Stored dataset items —
Start of Block

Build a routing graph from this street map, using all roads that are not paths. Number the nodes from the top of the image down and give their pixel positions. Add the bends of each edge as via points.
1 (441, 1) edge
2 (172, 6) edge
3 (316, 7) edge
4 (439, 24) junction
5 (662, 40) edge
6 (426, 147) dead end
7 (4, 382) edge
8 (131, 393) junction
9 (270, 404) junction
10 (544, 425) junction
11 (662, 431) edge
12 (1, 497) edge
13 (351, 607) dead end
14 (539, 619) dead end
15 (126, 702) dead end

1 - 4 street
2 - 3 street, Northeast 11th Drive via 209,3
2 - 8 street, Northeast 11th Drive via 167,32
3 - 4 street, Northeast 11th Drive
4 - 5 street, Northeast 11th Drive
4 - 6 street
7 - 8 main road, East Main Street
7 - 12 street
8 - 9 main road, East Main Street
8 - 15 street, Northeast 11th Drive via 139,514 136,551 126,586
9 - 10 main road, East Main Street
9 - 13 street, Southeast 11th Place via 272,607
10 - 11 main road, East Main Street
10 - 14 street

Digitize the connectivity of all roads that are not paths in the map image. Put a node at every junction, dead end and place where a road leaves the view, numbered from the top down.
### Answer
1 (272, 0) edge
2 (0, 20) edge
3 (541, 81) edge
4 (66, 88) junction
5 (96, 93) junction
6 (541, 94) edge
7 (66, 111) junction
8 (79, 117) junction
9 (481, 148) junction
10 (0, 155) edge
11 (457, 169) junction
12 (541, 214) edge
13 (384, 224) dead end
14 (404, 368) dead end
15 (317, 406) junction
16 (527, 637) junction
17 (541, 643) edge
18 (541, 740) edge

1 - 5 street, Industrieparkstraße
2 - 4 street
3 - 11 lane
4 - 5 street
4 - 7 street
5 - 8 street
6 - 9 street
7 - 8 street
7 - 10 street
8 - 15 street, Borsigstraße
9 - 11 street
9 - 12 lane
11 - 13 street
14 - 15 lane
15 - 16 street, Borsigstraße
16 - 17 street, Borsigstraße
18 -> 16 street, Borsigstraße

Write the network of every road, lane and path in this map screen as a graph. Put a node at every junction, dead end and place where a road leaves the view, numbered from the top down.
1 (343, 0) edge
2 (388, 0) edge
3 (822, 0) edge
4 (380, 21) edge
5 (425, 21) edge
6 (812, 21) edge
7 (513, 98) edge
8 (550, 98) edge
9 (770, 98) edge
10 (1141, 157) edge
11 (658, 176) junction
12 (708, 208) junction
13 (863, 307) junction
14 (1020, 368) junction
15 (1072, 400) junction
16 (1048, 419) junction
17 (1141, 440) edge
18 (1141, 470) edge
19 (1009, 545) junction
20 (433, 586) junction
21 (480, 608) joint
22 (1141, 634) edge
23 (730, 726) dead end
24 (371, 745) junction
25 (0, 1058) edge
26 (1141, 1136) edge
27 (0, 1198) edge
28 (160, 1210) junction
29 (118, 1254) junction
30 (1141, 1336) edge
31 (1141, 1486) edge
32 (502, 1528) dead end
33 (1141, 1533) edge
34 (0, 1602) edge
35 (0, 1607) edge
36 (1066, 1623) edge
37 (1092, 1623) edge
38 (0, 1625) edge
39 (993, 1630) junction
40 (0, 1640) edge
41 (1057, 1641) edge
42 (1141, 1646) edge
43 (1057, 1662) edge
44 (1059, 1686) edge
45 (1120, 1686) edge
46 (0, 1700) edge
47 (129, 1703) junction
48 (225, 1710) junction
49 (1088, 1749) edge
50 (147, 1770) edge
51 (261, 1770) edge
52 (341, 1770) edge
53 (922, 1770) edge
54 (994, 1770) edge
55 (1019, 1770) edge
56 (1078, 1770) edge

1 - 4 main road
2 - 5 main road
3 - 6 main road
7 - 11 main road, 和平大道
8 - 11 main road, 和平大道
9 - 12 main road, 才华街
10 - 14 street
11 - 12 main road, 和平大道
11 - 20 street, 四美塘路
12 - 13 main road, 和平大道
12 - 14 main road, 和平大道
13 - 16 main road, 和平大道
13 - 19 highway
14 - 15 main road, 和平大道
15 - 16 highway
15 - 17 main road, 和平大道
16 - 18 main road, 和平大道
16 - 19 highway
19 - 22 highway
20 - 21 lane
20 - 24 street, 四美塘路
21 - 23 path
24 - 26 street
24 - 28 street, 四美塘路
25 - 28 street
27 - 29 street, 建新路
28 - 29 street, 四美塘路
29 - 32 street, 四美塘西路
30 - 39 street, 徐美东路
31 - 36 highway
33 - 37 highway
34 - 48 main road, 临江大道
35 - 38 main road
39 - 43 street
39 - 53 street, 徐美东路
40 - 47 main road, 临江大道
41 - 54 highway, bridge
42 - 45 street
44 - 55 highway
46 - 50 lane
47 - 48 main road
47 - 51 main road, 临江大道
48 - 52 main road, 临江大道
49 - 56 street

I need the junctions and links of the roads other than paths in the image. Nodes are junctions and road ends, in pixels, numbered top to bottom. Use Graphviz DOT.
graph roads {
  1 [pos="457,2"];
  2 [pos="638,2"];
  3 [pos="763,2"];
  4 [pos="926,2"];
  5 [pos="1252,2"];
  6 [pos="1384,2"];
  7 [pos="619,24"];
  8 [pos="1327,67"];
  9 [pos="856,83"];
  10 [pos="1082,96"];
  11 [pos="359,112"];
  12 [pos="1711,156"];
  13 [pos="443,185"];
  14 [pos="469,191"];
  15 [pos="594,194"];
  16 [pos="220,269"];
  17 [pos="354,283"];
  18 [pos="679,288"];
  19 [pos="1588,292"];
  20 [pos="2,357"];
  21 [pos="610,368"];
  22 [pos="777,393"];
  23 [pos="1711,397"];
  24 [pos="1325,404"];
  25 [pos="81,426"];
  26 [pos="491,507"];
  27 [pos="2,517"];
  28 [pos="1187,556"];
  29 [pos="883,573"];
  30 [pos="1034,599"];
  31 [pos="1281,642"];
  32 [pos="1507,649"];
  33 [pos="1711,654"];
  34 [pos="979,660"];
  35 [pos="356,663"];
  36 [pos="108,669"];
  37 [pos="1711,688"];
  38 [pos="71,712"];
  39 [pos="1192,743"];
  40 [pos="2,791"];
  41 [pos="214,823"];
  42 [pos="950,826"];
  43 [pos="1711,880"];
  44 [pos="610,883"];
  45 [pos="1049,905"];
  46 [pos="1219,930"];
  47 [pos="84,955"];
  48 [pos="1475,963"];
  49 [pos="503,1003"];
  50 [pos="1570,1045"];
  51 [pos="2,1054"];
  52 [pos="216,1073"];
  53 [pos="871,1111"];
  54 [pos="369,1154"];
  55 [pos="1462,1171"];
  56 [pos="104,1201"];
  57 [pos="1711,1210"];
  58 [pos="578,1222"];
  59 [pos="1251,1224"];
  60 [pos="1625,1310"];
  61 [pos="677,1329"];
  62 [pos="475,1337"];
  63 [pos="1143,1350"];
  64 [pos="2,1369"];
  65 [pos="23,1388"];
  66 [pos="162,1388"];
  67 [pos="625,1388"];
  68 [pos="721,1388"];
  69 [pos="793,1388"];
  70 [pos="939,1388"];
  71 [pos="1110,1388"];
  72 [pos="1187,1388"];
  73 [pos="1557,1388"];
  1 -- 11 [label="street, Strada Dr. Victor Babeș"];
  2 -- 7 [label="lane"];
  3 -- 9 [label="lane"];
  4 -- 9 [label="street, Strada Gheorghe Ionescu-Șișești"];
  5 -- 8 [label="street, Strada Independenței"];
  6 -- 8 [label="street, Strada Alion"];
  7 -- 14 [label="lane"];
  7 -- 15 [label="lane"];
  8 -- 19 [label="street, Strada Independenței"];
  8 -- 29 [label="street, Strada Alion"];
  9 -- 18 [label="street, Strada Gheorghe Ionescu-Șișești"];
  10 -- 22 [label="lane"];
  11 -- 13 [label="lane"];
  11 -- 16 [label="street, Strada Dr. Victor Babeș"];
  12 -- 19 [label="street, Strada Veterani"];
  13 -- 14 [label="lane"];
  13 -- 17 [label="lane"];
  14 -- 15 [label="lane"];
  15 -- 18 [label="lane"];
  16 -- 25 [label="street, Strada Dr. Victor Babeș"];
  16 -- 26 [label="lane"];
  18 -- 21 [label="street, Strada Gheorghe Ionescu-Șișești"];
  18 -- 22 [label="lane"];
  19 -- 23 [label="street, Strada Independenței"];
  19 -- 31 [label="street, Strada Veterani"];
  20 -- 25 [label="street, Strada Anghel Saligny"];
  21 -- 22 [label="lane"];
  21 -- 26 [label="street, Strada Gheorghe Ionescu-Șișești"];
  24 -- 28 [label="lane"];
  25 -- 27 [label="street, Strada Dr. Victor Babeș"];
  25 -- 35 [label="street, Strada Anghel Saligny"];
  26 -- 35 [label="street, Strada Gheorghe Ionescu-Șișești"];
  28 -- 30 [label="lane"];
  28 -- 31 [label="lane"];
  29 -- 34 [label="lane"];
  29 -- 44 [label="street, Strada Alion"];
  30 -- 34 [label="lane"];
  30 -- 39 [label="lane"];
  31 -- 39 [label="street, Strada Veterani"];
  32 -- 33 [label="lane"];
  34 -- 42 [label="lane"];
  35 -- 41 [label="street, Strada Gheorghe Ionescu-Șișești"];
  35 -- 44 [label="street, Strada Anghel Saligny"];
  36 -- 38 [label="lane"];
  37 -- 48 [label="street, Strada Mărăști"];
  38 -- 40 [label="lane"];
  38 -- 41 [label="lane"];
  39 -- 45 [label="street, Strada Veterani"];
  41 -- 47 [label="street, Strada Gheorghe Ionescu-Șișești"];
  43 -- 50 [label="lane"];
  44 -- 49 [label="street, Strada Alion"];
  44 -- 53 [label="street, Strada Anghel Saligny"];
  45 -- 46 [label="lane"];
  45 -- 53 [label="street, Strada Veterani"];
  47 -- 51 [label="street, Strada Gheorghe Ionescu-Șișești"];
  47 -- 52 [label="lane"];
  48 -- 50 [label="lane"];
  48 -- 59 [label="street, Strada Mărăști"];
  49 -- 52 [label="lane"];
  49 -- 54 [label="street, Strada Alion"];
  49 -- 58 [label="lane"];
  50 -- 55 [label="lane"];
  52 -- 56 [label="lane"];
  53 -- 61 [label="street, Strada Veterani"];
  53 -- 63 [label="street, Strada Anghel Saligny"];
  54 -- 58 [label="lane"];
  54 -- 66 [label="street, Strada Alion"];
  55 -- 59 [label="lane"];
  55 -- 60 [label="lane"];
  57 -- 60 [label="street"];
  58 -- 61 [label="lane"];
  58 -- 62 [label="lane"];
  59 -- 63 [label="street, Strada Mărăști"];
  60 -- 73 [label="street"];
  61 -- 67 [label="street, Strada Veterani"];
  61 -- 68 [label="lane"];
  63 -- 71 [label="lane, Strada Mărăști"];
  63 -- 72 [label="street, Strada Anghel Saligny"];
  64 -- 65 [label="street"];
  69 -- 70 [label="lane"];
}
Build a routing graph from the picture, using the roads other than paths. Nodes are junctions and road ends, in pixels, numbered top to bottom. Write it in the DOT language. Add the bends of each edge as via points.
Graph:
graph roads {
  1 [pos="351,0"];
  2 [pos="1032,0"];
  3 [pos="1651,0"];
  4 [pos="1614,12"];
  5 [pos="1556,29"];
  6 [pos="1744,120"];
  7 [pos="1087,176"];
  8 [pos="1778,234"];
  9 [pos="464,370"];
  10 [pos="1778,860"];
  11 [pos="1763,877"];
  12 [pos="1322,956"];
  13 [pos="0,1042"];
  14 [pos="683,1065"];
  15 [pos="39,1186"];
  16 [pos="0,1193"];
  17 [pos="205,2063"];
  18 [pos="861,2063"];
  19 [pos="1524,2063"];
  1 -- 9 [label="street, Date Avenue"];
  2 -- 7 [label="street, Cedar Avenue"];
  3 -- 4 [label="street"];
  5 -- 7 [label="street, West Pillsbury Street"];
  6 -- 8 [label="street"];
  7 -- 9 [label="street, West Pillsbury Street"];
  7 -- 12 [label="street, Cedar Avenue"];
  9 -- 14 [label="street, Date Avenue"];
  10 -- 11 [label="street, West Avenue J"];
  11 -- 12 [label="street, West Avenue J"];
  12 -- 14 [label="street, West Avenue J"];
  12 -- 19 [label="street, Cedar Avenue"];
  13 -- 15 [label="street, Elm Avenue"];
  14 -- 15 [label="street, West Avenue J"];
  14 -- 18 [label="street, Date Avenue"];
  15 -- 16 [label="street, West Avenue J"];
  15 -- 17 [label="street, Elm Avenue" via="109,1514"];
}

End of Block

Work task — Look above for the line with "Build a routing graph from the", then copy it and each later line exactly, stopping at the last line of the records.

Response to the task —
Build a routing graph from the picture, using the roads other than paths. Nodes are junctions and road ends, in pixels, numbered top to bottom. Write it in the DOT language. Add the bends of each edge as via points.
Graph:
graph roads {
  1 [pos="351,0"];
  2 [pos="1032,0"];
  3 [pos="1651,0"];
  4 [pos="1614,12"];
  5 [pos="1556,29"];
  6 [pos="1744,120"];
  7 [pos="1087,176"];
  8 [pos="1778,234"];
  9 [pos="464,370"];
  10 [pos="1778,860"];
  11 [pos="1763,877"];
  12 [pos="1322,956"];
  13 [pos="0,1042"];
  14 [pos="683,1065"];
  15 [pos="39,1186"];
  16 [pos="0,1193"];
  17 [pos="205,2063"];
  18 [pos="861,2063"];
  19 [pos="1524,2063"];
  1 -- 9 [label="street, Date Avenue"];
  2 -- 7 [label="street, Cedar Avenue"];
  3 -- 4 [label="street"];
  5 -- 7 [label="street, West Pillsbury Street"];
  6 -- 8 [label="street"];
  7 -- 9 [label="street, West Pillsbury Street"];
  7 -- 12 [label="street, Cedar Avenue"];
  9 -- 14 [label="street, Date Avenue"];
  10 -- 11 [label="street, West Avenue J"];
  11 -- 12 [label="street, West Avenue J"];
  12 -- 14 [label="street, West Avenue J"];
  12 -- 19 [label="street, Cedar Avenue"];
  13 -- 15 [label="street, Elm Avenue"];
  14 -- 15 [label="street, West Avenue J"];
  14 -- 18 [label="street, Date Avenue"];
  15 -- 16 [label="street, West Avenue J"];
  15 -- 17 [label="street, Elm Avenue" via="109,1514"];
}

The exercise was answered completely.